But the next step is just as important as what came before: you need to send a follow-up email that nails the conversation down further and leaves an even stronger impression on your interviewer. Unfortunately, this part can be tricky.
How should you follow up after an interview? When is it too soon or too late to send a thank-you note?
Worry no more. This post covers many of the above questions and more. It also provides practical tips for executing your email before finishing off with some examples of follow-up emails after a job interview for you to draw inspiration from.
How Long Should You Wait After an Interview to Follow Up?
The hiring process can be lengthy and quite a pain for all parties involved. As a candidate, you want to know as quickly as possible if you got the job or not so that you can go on with your life. It can be just as torturous for the employer to wait for each candidate’s references to check out before deciding.
The timing of your follow-up is crucial: too early, and you might sound desperate; too late, and you’ve lost your chance.
But when is the appropriate time to follow up after an interview?
The safest general rule is to follow the timeline provided during the interview.

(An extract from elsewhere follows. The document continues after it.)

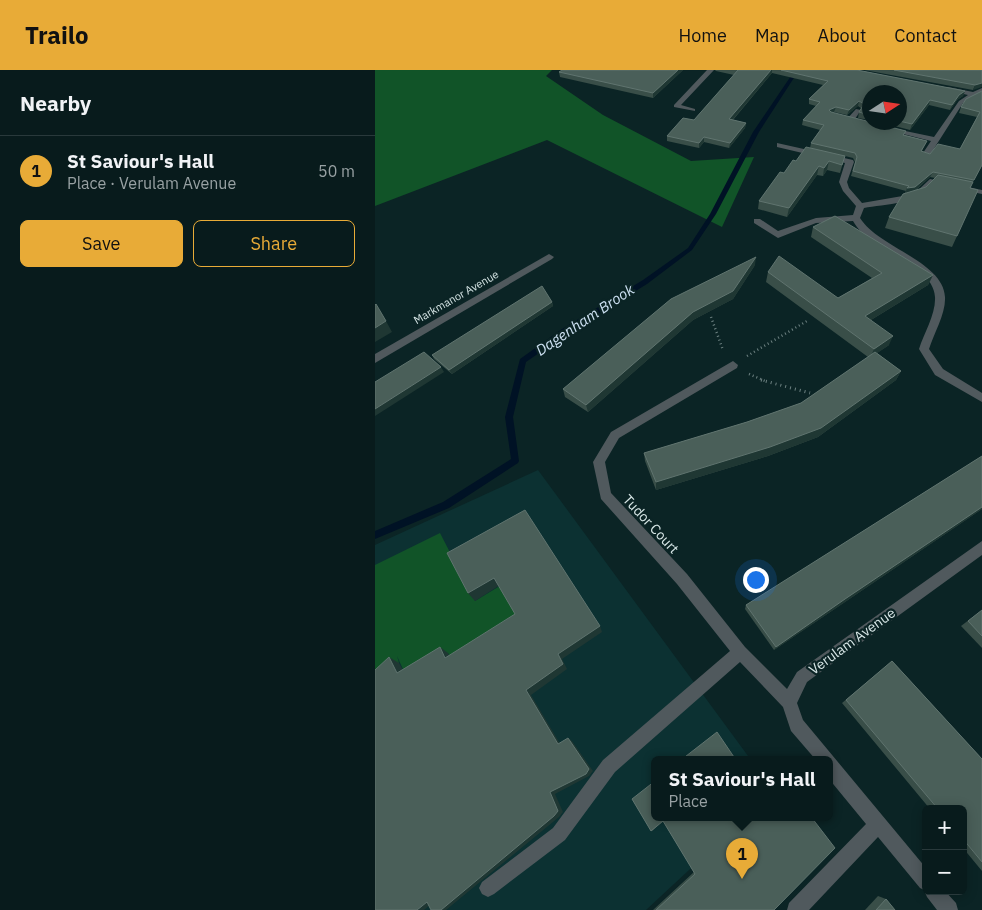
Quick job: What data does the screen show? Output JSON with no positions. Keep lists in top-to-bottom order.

It’s normal for an interviewer to say, “We’ll decide in three weeks and let all applicants know by email.” In that case, it’s best to avoid contacting the company until those three weeks are up.

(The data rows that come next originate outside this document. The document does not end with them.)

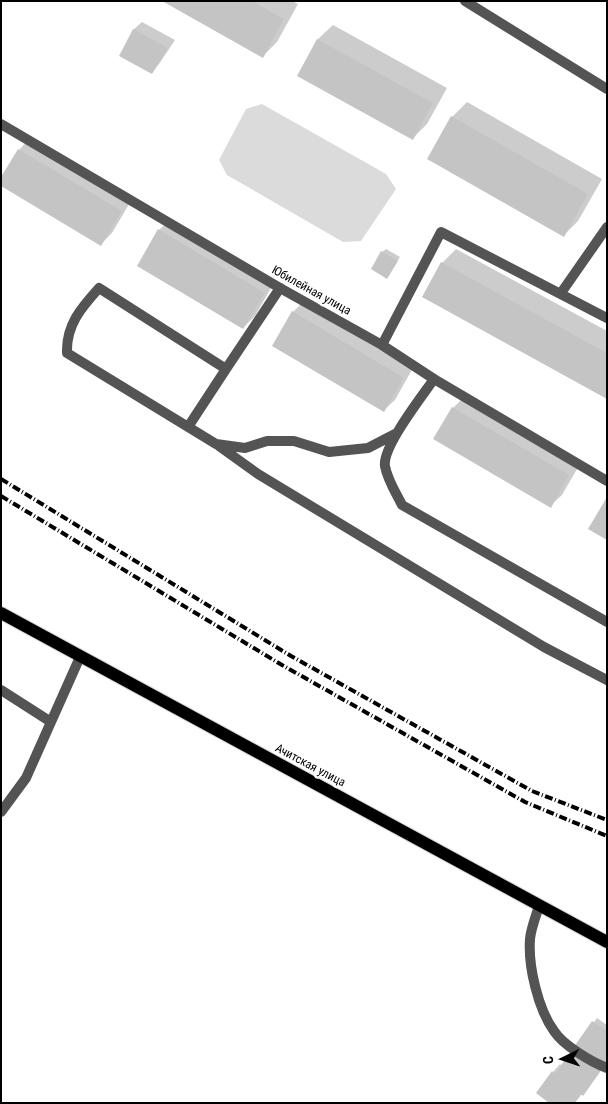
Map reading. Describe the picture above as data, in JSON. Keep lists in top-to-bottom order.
{
  "streets": {
    "main road": ["Ачитская улица"],
    "street": ["Юбилейная улица"]
  },
  "north": "left"
}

However, this is not always the case. If your interviewer doesn’t give you a specific timeframe to follow up, then you can use the guidelines below:
Professional courtesy demands that you send a thank-you note via email to each interviewer as soon as possible after the appointment (within 24 hours). A staggering 68% of hiring managers and recruiters admit that a thank you note could influence their hiring decisions.
But a template thank-you note won’t get you anywhere. Instead, craft a personalized message that appreciates the interviewer for their time and reiterates your interest in the position. You should also include any additional information they may have requested during your interview or perhaps mention something you forgot to bring up during the meeting—such as a portfolio of your work.

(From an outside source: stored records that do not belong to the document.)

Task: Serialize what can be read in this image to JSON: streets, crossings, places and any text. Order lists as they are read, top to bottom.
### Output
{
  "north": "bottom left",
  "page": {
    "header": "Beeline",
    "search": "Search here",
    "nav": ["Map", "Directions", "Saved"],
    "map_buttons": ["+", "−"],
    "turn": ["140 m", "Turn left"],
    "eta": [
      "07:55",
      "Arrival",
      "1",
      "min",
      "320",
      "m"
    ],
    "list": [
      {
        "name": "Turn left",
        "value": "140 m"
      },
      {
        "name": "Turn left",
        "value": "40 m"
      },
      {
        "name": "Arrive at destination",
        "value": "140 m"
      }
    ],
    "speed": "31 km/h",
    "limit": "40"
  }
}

Although sending a hand-written note may have been standard in past generations, nowadays, it’s more acceptable (and convenient) to email each individual involved in your interview. Keep your thank-you note short and sweet—a few sentences thanking them for their time will suffice.
Talking of statistics, 44% of candidates can expect to receive feedback within two weeks after the interview. Only 37% hear back from the company within a week. So, if you don’t hear back after 10-14 days, it’s acceptable to follow up with a polite email reminding them of your interest in the position.
If you still haven’t heard back after 3-4 weeks, it’s okay to send another follow-up email as a last resort.
When done right, these little touches can leave a good impression on your interviewer and help seal the deal in your favor.
Is It Okay to Follow Up With an Email After a Job Interview if You Haven’t Heard Back?
Yes, absolutely! It’s not only okay to follow up with an employer after a job interview if you haven’t heard back, but also highly recommended.
You don’t want to be the only candidate who doesn’t follow up—it could make you seem apathetic and unprofessional. If you don’t hear back in a few days (or a week at most), consider sending a quick email to the point of contact to express your interest in the position. That will also help you stand out from other candidates who don’t follow up.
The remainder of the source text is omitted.